### Your assignment
Number of lines below with the word "positions": give it and nothing more.

### Stored data entries

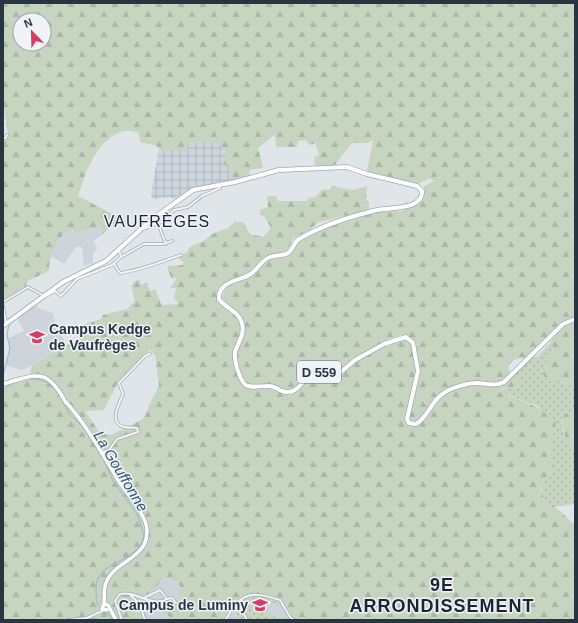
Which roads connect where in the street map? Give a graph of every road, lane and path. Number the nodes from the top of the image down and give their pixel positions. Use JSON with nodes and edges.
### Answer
{"nodes":[{"id":1,"x":7,"y":135,"type":"dead end"},
{"id":2,"x":3,"y":138,"type":"edge"},
{"id":3,"x":220,"y":188,"type":"dead end"},
{"id":4,"x":176,"y":201,"type":"junction"},
{"id":5,"x":178,"y":208,"type":"junction"},
{"id":6,"x":158,"y":224,"type":"junction"},
{"id":7,"x":142,"y":229,"type":"junction"},
{"id":8,"x":172,"y":242,"type":"dead end"},
{"id":9,"x":166,"y":244,"type":"junction"},
{"id":10,"x":118,"y":250,"type":"junction"},
{"id":11,"x":181,"y":255,"type":"dead end"},
{"id":12,"x":121,"y":258,"type":"junction"},
{"id":13,"x":114,"y":264,"type":"junction"},
{"id":14,"x":43,"y":296,"type":"junction"},
{"id":15,"x":3,"y":302,"type":"edge"},
{"id":16,"x":3,"y":306,"type":"edge"},
{"id":17,"x":575,"y":319,"type":"edge"},
{"id":18,"x":4,"y":324,"type":"edge"},
{"id":19,"x":150,"y":354,"type":"dead end"},
{"id":20,"x":3,"y":383,"type":"edge"},
{"id":21,"x":103,"y":452,"type":"junction"},
{"id":22,"x":130,"y":595,"type":"junction"},
{"id":23,"x":144,"y":598,"type":"junction"},
{"id":24,"x":167,"y":599,"type":"junction"},
{"id":25,"x":242,"y":599,"type":"junction"},
{"id":26,"x":176,"y":603,"type":"dead end"},
{"id":27,"x":105,"y":607,"type":"junction"},
{"id":28,"x":68,"y":620,"type":"edge"},
{"id":29,"x":116,"y":620,"type":"edge"},
{"id":30,"x":122,"y":620,"type":"edge"},
{"id":31,"x":145,"y":620,"type":"edge"},
{"id":32,"x":225,"y":620,"type":"edge"},
{"id":33,"x":247,"y":620,"type":"edge"},
{"id":34,"x":294,"y":620,"type":"edge"}],
"edges":[{"from":1,"to":2,"type":"street"},
{"from":3,"to":5,"type":"street"},
{"from":4,"to":5,"type":"street"},
{"from":4,"to":7,"type":"main road","number":"D 559"},
{"from":4,"to":17,"type":"main road","number":"D 559"},
{"from":5,"to":6,"type":"street"},
{"from":6,"to":7,"type":"street"},
{"from":6,"to":9,"type":"street"},
{"from":7,"to":10,"type":"main road","number":"D 559"},
{"from":8,"to":9,"type":"street"},
{"from":9,"to":12,"type":"street"},
{"from":10,"to":12,"type":"street"},
{"from":10,"to":14,"type":"main road","number":"D 559"},
{"from":11,"to":13,"type":"street"},
{"from":12,"to":13,"type":"street"},
{"from":13,"to":14,"type":"street"},
{"from":14,"to":15,"type":"street"},
{"from":14,"to":18,"type":"main road","number":"D 559"},
{"from":16,"to":18,"type":"street"},
{"from":19,"to":21,"type":"street"},
{"from":20,"to":21,"type":"street"},
{"from":21,"to":27,"type":"street"},
{"from":22,"to":23,"type":"street"},
{"from":22,"to":30,"type":"street"},
{"from":22,"to":31,"type":"street"},
{"from":23,"to":24,"type":"street"},
{"from":23,"to":24,"type":"street"},
{"from":24,"to":26,"type":"street"},
{"from":25,"to":32,"type":"street"},
{"from":25,"to":33,"type":"street"},
{"from":25,"to":34,"type":"street"},
{"from":27,"to":28,"type":"street"},
{"from":27,"to":29,"type":"street"}]}
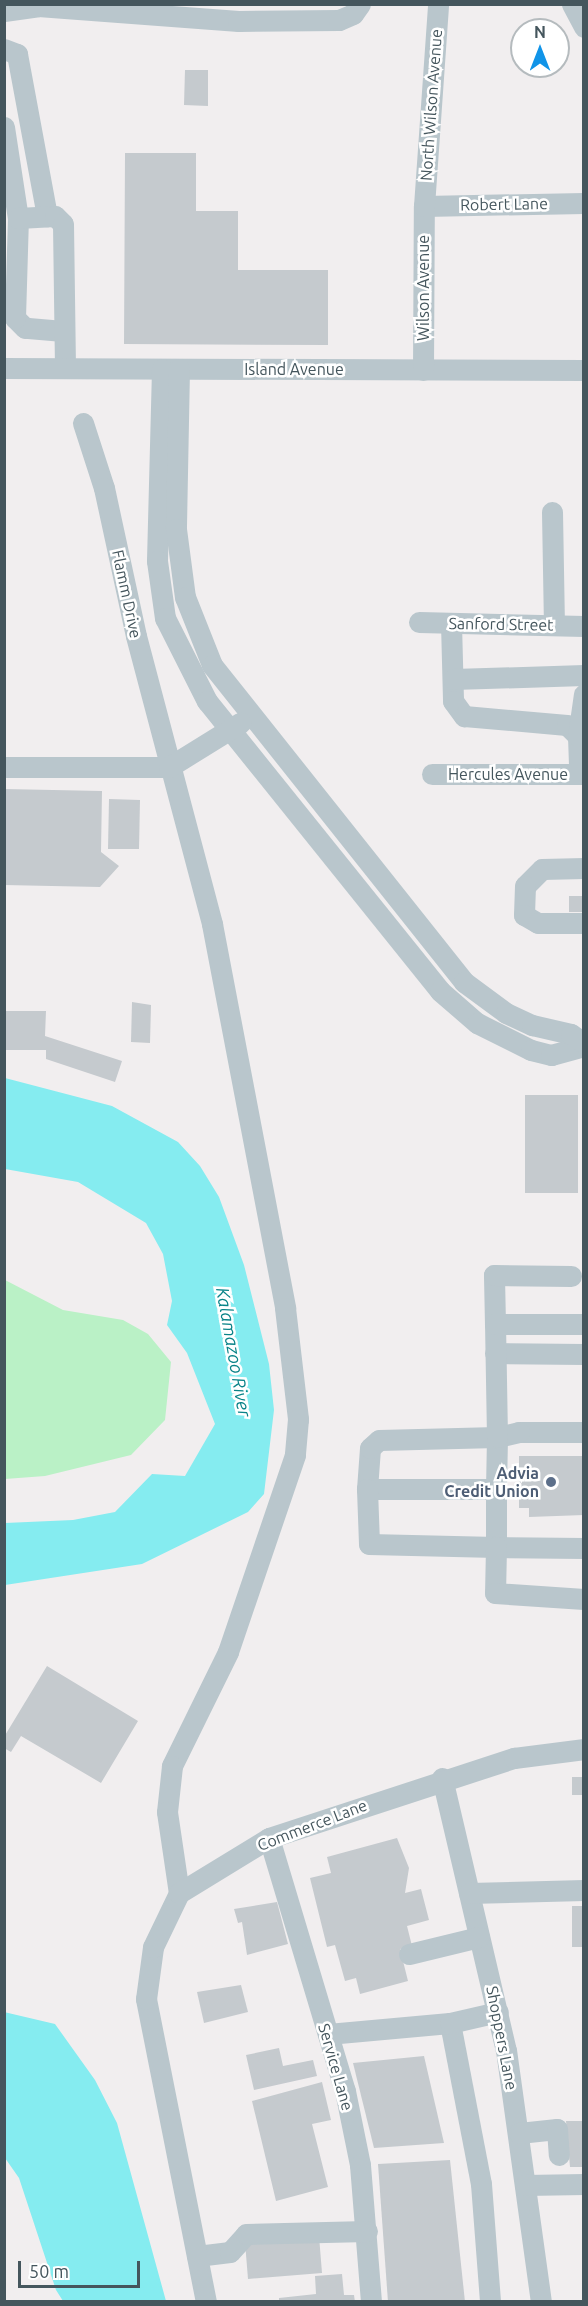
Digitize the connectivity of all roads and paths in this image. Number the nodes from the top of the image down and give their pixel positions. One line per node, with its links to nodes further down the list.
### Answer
1 (360, 4): 4 (street)
2 (438, 4): 9 (street, North Wilson Avenue)
3 (572, 4): 5 (street)
4 (4, 11)
5 (584, 27)
6 (5, 48): 10 (street)
7 (4, 127): 11 (street)
8 (584, 203): 9 (street, Robert Lane)
9 (424, 206): 16 (street, Wilson Avenue)
10 (47, 216): 11 (street); 12 (street)
11 (18, 218): 12 (street)
12 (63, 331): 14 (street)
13 (4, 368): 14 (street, Island Avenue)
14 (65, 368): 15 (street, Island Avenue)
15 (171, 369): 16 (street, Island Avenue); 27 (street); 28 (street)
16 (423, 370): 17 (street, Island Avenue)
17 (584, 370)
18 (83, 423): 31 (street, Flamm Drive)
19 (552, 512): 22 (street)
20 (419, 622): 21 (street, Sanford Street)
21 (451, 623): 22 (street, Sanford Street); 25 (street)
22 (554, 625): 23 (street, Sanford Street)
23 (584, 626)
24 (584, 675): 25 (street)
25 (453, 679): 29 (street)
26 (584, 694): 29 (street)
27 (251, 715): 28 (street); 36 (street)
28 (230, 729): 31 (street); 36 (street)
29 (578, 736): 33 (street)
30 (4, 767): 31 (street)
31 (169, 767): 53 (street, Flamm Drive)
32 (432, 774): 33 (street, Hercules Avenue)
33 (581, 774)
34 (584, 868): 35 (street)
35 (584, 923)
36 (584, 1044)
37 (571, 1276): 38 (street)
38 (495, 1324): 39 (street); 40 (street)
39 (584, 1324)
40 (495, 1353): 41 (street); 43 (street)
41 (584, 1354)
42 (584, 1432): 43 (street)
43 (497, 1437): 44 (street); 45 (street)
44 (496, 1489): 45 (street); 46 (street)
45 (367, 1490): 46 (street)
46 (496, 1547): 47 (street); 48 (street)
47 (584, 1548)
48 (584, 1599)
49 (584, 1749): 50 (street, Commerce Lane)
50 (442, 1778): 51 (street, Commerce Lane); 54 (street, Shoppers Lane)
51 (269, 1838): 53 (street, Commerce Lane); 59 (street, Service Lane)
52 (584, 1890): 54 (street)
53 (179, 1893): 65 (street)
54 (469, 1893): 55 (street, Shoppers Lane)
55 (480, 1937): 56 (street); 57 (street, Shoppers Lane)
56 (410, 1954)
57 (498, 2012): 58 (street); 60 (street, Shoppers Lane)
58 (450, 2023): 59 (street); 68 (street)
59 (328, 2034): 64 (street, Service Lane)
60 (519, 2133): 61 (street); 62 (street, Shoppers Lane)
61 (559, 2155)
62 (525, 2184): 63 (street); 69 (street, Shoppers Lane)
63 (584, 2184)
64 (367, 2231): 65 (street); 67 (street, Service Lane)
65 (197, 2256): 66 (street)
66 (206, 2301)
67 (371, 2301)
68 (490, 2301)
69 (541, 2301)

### Exercise solution
2